EXERCISE MATERIAL below:

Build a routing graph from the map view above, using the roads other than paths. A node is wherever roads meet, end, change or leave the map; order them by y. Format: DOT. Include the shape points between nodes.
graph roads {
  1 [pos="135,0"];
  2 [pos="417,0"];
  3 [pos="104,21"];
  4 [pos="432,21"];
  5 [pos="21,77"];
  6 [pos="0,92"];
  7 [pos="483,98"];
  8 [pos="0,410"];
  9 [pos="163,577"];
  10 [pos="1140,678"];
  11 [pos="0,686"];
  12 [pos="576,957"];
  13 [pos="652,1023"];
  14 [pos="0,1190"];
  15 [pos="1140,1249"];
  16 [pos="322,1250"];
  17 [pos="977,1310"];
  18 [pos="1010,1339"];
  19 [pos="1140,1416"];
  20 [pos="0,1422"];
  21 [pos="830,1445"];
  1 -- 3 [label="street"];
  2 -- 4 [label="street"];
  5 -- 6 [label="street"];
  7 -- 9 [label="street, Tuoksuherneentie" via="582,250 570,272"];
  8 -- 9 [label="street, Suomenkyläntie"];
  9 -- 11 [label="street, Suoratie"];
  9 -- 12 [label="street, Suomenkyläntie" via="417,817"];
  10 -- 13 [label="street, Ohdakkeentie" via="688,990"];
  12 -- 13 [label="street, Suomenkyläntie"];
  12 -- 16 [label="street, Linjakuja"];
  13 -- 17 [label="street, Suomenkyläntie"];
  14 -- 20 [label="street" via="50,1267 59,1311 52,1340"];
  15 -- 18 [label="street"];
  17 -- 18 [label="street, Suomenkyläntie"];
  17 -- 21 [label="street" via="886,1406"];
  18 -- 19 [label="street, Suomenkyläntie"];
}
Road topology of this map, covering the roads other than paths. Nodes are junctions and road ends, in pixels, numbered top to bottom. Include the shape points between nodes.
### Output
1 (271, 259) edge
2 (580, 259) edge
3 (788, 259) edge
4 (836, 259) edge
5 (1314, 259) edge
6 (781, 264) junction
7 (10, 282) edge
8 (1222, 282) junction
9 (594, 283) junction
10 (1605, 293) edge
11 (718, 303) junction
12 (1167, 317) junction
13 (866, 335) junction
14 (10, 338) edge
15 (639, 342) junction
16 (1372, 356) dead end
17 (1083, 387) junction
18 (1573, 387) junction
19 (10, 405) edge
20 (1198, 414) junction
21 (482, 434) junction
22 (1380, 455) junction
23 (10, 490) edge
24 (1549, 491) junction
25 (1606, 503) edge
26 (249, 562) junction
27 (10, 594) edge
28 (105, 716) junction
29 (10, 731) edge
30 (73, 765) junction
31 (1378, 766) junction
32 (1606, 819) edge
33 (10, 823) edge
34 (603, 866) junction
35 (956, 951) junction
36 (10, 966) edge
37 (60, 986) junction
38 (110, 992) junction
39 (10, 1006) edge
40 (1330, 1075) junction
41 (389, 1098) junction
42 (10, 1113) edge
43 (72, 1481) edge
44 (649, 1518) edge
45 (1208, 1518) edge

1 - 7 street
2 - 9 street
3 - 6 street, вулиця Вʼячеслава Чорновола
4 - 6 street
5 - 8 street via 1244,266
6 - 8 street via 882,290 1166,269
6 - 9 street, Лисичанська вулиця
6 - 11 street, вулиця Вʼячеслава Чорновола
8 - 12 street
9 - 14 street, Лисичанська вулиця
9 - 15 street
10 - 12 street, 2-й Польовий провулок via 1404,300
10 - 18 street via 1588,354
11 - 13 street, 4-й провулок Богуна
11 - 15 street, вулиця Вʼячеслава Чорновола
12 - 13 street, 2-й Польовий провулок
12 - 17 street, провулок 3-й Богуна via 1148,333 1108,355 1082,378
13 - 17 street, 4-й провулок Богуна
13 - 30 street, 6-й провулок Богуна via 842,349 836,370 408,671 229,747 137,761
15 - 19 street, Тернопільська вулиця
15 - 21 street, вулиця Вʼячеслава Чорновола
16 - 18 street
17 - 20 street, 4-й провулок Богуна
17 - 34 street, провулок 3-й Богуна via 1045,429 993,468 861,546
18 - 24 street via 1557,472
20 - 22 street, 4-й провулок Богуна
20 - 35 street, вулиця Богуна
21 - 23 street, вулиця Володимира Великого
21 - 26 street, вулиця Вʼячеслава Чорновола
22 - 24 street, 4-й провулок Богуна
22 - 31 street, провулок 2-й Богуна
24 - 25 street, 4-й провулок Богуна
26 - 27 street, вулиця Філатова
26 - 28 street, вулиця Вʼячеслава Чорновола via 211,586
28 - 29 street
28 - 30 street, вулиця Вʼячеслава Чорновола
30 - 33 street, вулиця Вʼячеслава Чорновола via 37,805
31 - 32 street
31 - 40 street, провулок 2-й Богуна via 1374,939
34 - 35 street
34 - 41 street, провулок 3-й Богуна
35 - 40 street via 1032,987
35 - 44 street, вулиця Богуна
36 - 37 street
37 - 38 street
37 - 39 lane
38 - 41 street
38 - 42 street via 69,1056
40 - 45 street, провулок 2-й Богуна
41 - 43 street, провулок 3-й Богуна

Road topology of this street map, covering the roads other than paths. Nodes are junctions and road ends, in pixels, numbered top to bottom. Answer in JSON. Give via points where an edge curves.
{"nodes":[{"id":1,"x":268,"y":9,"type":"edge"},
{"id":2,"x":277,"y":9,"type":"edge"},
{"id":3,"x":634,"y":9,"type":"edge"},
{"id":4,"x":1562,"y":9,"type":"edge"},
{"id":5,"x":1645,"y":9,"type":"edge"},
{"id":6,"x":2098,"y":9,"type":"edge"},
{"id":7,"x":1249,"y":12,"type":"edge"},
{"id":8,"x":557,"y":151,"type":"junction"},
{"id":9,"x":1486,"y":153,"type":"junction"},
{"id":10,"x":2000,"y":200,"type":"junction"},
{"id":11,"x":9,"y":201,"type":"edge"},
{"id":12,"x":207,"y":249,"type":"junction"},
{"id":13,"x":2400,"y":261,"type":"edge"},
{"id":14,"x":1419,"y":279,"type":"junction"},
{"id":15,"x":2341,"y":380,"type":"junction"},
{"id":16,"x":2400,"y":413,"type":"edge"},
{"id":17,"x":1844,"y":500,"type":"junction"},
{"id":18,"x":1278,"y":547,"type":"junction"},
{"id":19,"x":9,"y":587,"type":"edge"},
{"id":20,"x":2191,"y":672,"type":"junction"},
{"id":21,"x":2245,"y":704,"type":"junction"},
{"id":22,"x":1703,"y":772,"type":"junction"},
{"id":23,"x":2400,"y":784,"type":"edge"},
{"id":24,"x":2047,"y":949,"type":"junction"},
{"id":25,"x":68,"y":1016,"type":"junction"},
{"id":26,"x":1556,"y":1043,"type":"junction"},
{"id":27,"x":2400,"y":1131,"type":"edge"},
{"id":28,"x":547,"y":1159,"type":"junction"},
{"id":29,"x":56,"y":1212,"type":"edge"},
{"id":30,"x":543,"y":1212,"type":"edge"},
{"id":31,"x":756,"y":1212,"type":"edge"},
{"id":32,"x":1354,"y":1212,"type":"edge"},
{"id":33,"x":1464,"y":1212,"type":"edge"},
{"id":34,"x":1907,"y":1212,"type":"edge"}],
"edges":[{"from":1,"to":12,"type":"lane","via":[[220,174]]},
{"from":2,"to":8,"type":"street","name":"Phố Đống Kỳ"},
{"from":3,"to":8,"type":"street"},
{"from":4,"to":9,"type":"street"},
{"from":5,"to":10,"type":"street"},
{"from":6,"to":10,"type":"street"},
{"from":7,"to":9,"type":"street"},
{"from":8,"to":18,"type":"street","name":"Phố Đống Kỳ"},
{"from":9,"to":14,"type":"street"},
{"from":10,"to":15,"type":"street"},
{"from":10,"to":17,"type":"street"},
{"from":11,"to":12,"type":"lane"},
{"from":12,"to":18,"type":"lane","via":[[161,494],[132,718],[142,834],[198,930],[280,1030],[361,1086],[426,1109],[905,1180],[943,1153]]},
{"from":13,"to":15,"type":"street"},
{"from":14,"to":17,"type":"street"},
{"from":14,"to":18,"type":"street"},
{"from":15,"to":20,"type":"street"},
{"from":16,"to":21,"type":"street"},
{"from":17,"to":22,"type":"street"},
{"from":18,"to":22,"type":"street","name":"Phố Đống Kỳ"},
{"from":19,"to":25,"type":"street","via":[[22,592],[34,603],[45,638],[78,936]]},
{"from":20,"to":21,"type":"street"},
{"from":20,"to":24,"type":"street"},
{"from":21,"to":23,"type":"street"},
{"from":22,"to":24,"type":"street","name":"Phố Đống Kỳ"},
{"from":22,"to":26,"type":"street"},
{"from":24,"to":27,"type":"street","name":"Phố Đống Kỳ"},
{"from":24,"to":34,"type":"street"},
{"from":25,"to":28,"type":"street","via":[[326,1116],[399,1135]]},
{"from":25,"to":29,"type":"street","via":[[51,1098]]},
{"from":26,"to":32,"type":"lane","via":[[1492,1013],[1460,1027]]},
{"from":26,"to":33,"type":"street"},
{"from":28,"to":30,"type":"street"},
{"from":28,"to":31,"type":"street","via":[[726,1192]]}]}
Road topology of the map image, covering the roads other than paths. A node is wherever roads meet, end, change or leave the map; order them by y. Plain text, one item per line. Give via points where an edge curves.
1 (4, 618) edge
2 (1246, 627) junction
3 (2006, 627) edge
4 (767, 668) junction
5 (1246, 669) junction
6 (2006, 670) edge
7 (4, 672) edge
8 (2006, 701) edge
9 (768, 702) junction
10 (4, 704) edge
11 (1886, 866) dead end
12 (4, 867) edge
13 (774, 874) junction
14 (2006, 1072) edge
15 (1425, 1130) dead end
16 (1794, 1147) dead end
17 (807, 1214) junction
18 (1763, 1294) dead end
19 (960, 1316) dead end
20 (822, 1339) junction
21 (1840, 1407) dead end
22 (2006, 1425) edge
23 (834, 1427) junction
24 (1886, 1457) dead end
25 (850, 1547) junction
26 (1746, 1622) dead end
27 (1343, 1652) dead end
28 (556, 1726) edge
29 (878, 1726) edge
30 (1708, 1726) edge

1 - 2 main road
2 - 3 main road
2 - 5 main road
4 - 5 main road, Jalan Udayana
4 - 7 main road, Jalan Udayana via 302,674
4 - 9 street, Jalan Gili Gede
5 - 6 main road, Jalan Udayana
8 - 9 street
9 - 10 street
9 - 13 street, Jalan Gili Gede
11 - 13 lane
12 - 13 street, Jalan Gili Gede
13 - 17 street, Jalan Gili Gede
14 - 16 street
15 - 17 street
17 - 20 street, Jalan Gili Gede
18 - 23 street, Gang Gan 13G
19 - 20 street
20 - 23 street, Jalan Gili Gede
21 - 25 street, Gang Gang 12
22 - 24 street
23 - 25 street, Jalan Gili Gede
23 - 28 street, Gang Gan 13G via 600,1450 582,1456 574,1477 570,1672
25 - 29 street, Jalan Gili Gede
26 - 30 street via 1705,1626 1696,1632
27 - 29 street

End of EXERCISE MATERIAL.

# [EXERCISE INSTRUCTIONS]
Where does the word "topology" appear in the records above? Return every line that holds it.

# [SOLUTION TO THIS PROBLEM]
Road topology of this map, covering the roads other than paths. Nodes are junctions and road ends, in pixels, numbered top to bottom. Include the shape points between nodes.
Road topology of this street map, covering the roads other than paths. Nodes are junctions and road ends, in pixels, numbered top to bottom. Answer in JSON. Give via points where an edge curves.
Road topology of the map image, covering the roads other than paths. A node is wherever roads meet, end, change or leave the map; order them by y. Plain text, one item per line. Give via points where an edge curves.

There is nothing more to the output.